The Park Cafe. Where beautious bodies hang out during weekends, for some reason.

Here's Something Fun

Go to Google and type in quotation marks your name and then "likes to" (ex. "Tom likes to"). Type in the first ten things that come up and repost in your own blog.

1. Martin likes to pee on people (I do not. I know someone who does, though)
2. Martin likes to paraphrase G. K. Chesterton to show that he, too, takes his polling modestly: "A drunkard uses a lamp pole for support, not for illumination." (I don't know what this implies, but I love G.K. Chesterton. My dad says I'm his reincarnation.)
3. Martin likes to say that his factory tour helps to sell guitars. (I sell guitars? Really? I wish!)
3. Martin likes to tackle the higher peaks in Scotland and also plays the fiddle and bagpipes. (I'd love to do this one day. In a kilt!)
4. Martin likes to ride his scooter, an Aprilia Habana 125. (I'd rather have a 1992 Honda Civic Hutchback. Souped up.)
5. Martin likes to drink alllllllll the diet coke in the fridge (it's healthy). (Ogh. I hate soda. Beer sounds like a better substitute.)
6. Martin likes to listen to techno, rock or a little bit of everything. (Yep, I do.)
7. Martin, likes to spend piles of time online. (This is sometimes true. Other times, I am expected to. Sigh.)
8. Martin likes to tell the story that he turned to a career in law because of a traffic accident during a visit home to Sewickley, Pa., from college. (Riiiiiiiight.)
9. Martin likes to hear. (Yes, I do. Very much so.)
10. Martin likes to have someone nearby and not feel left by himself. (Hahaha! No comment.)

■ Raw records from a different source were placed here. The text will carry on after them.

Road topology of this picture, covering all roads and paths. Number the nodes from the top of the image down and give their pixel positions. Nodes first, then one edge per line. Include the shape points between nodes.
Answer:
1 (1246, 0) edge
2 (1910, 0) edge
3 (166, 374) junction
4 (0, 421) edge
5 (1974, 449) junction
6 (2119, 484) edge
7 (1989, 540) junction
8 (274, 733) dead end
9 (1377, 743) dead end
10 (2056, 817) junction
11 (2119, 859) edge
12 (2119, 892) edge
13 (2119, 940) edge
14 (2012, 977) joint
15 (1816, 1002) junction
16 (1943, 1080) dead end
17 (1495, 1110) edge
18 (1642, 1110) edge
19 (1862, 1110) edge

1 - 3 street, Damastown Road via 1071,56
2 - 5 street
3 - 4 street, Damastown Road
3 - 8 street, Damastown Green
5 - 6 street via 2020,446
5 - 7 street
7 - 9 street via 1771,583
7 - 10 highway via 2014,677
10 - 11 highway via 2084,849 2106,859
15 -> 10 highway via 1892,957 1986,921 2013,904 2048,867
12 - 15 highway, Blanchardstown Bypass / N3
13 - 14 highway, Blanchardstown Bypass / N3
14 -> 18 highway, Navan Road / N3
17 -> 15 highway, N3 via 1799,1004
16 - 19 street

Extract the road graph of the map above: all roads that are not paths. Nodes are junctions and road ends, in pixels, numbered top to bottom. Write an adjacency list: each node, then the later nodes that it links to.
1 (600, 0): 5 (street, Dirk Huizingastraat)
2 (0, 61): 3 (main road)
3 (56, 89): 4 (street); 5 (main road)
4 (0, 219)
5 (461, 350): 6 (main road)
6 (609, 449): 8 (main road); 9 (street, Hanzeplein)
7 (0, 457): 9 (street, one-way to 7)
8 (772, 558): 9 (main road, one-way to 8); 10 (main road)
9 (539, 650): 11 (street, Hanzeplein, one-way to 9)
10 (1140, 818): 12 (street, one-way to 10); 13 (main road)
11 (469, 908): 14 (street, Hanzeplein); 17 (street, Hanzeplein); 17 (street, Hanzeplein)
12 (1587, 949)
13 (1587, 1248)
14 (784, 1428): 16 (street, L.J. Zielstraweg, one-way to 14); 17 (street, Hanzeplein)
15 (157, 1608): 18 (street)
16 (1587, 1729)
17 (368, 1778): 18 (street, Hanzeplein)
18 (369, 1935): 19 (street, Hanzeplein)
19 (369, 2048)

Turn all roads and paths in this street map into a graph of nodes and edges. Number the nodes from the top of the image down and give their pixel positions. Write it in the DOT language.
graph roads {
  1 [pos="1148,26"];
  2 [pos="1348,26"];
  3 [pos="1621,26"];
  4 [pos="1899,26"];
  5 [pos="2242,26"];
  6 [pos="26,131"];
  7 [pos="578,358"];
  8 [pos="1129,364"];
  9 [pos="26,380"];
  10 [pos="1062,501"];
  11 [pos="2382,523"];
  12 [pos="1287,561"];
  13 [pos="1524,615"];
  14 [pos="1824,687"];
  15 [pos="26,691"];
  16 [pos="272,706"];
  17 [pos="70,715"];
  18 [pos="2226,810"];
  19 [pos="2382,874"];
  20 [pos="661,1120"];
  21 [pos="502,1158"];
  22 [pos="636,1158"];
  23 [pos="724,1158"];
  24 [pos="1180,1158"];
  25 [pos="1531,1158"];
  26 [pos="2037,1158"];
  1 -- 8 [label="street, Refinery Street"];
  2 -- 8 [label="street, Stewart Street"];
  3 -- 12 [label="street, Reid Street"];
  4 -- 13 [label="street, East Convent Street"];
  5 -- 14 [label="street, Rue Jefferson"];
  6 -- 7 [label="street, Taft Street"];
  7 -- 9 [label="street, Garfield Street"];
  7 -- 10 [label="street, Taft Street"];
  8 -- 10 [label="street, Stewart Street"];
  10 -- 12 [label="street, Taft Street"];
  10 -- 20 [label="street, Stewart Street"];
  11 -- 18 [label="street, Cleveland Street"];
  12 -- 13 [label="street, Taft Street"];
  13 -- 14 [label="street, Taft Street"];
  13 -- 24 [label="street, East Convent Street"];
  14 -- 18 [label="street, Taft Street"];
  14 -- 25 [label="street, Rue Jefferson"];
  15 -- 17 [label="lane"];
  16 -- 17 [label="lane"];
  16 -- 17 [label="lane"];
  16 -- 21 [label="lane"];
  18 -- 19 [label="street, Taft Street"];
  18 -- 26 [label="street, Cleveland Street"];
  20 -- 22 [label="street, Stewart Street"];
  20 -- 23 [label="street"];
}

I tag everybody who reads this and finds it funny.

Say Wha?

Now, I'm not one to remember most of my dreams. Ask my friends. Ask my cousins. They remember their dreams. Not me.

But once in a while, I do remember the things I dream about whilst slumbering. Take last night, for example. I dreamt of a Degrassi episode, except that I didn't know who all the characters were. The main character, though, was this girl from Mirrormask, except that her name was Maxine.

The story revolved around the trial of Mike Tyson. The defense attorney - the good guy Maxine and company was helping out - was none other than Kermit the Frog. The prosecution was Kermit's mother, who (apparently) was a more malevolent version of Hexus from Fern Gully: The Last Rainforest.

I don't know where my mind got all that, but I'll have whatever it was having. I don't even watch Degrassi.

Friday, November 02, 2007

When You Can't Sleep...

Hunger is your worst opponent.

I am hungry. Very very very hungry. I only have oatmeal and rhum in the house. And I can't sleep.

I'm going into town again. The problem with that is that today (and tomorrow) are actually holidays, so I'm thinking that the chances of me finding a motorela to take me to town are very very slim.

So wish me luck, friends. Or else I walk. For two hours. In the dead of night. I'm brining an arnis stick and a knife, just to be safe.

By the way, I'd like to greet two really fantastic people, who're both celebrating their birthdays today. The first is my graphic designer and artist friend extraordinaire Camille Del Rosario, who, up to this day, is one of the few people (women!) I know capable of downing twelve shots of tequilla; and no, she technically didn't make it out alive, hahaha!

The second is my ultra-cool father, Vic Cruz, from whom I inherited the amazing Cruz legacy of imbibing enough liquor to fill a distillery. You - and subsequently, I - have inspired hosts of people who visit the hallowed grounds of Mt. Narciso to bring that legacy to new heights. My friends will attest to that.